__REQUIREMENT__. A complete, exact retyping of the data below is required.

------------------------------------

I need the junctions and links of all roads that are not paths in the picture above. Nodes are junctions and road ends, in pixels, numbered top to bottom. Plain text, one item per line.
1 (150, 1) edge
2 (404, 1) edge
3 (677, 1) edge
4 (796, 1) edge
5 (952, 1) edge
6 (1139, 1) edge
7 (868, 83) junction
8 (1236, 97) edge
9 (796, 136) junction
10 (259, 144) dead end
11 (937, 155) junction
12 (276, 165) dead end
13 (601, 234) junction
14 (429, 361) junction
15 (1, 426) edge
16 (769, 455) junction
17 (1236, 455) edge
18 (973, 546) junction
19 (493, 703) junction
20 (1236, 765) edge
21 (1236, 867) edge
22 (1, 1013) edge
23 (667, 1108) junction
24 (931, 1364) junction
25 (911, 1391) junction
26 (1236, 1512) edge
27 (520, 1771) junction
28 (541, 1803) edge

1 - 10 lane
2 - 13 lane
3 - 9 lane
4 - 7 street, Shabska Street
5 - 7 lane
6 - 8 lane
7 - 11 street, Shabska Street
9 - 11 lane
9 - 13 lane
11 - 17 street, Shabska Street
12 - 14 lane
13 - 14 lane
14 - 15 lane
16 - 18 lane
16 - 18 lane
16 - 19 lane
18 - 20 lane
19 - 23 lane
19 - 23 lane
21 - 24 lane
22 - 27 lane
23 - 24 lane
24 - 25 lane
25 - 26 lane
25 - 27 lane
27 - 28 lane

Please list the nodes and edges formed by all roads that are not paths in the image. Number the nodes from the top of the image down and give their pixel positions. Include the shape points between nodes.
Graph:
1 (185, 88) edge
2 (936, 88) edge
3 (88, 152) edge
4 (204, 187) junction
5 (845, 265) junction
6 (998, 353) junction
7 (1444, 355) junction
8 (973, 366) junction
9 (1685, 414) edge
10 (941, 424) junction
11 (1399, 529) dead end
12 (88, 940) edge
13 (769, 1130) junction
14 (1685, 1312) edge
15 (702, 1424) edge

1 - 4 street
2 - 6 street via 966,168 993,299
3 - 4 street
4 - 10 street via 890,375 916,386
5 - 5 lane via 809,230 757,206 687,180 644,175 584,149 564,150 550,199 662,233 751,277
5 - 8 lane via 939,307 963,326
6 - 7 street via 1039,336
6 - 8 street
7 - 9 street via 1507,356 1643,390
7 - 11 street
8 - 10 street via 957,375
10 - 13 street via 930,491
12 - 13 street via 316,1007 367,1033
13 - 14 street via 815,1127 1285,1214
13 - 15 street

------------------------------------

__YOUR SOLUTION__.
I need the junctions and links of all roads that are not paths in the picture above. Nodes are junctions and road ends, in pixels, numbered top to bottom. Plain text, one item per line.
1 (150, 1) edge
2 (404, 1) edge
3 (677, 1) edge
4 (796, 1) edge
5 (952, 1) edge
6 (1139, 1) edge
7 (868, 83) junction
8 (1236, 97) edge
9 (796, 136) junction
10 (259, 144) dead end
11 (937, 155) junction
12 (276, 165) dead end
13 (601, 234) junction
14 (429, 361) junction
15 (1, 426) edge
16 (769, 455) junction
17 (1236, 455) edge
18 (973, 546) junction
19 (493, 703) junction
20 (1236, 765) edge
21 (1236, 867) edge
22 (1, 1013) edge
23 (667, 1108) junction
24 (931, 1364) junction
25 (911, 1391) junction
26 (1236, 1512) edge
27 (520, 1771) junction
28 (541, 1803) edge

1 - 10 lane
2 - 13 lane
3 - 9 lane
4 - 7 street, Shabska Street
5 - 7 lane
6 - 8 lane
7 - 11 street, Shabska Street
9 - 11 lane
9 - 13 lane
11 - 17 street, Shabska Street
12 - 14 lane
13 - 14 lane
14 - 15 lane
16 - 18 lane
16 - 18 lane
16 - 19 lane
18 - 20 lane
19 - 23 lane
19 - 23 lane
21 - 24 lane
22 - 27 lane
23 - 24 lane
24 - 25 lane
25 - 26 lane
25 - 27 lane
27 - 28 lane

Please list the nodes and edges formed by all roads that are not paths in the image. Number the nodes from the top of the image down and give their pixel positions. Include the shape points between nodes.
Graph:
1 (185, 88) edge
2 (936, 88) edge
3 (88, 152) edge
4 (204, 187) junction
5 (845, 265) junction
6 (998, 353) junction
7 (1444, 355) junction
8 (973, 366) junction
9 (1685, 414) edge
10 (941, 424) junction
11 (1399, 529) dead end
12 (88, 940) edge
13 (769, 1130) junction
14 (1685, 1312) edge
15 (702, 1424) edge

1 - 4 street
2 - 6 street via 966,168 993,299
3 - 4 street
4 - 10 street via 890,375 916,386
5 - 5 lane via 809,230 757,206 687,180 644,175 584,149 564,150 550,199 662,233 751,277
5 - 8 lane via 939,307 963,326
6 - 7 street via 1039,336
6 - 8 street
7 - 9 street via 1507,356 1643,390
7 - 11 street
8 - 10 street via 957,375
10 - 13 street via 930,491
12 - 13 street via 316,1007 367,1033
13 - 14 street via 815,1127 1285,1214
13 - 15 street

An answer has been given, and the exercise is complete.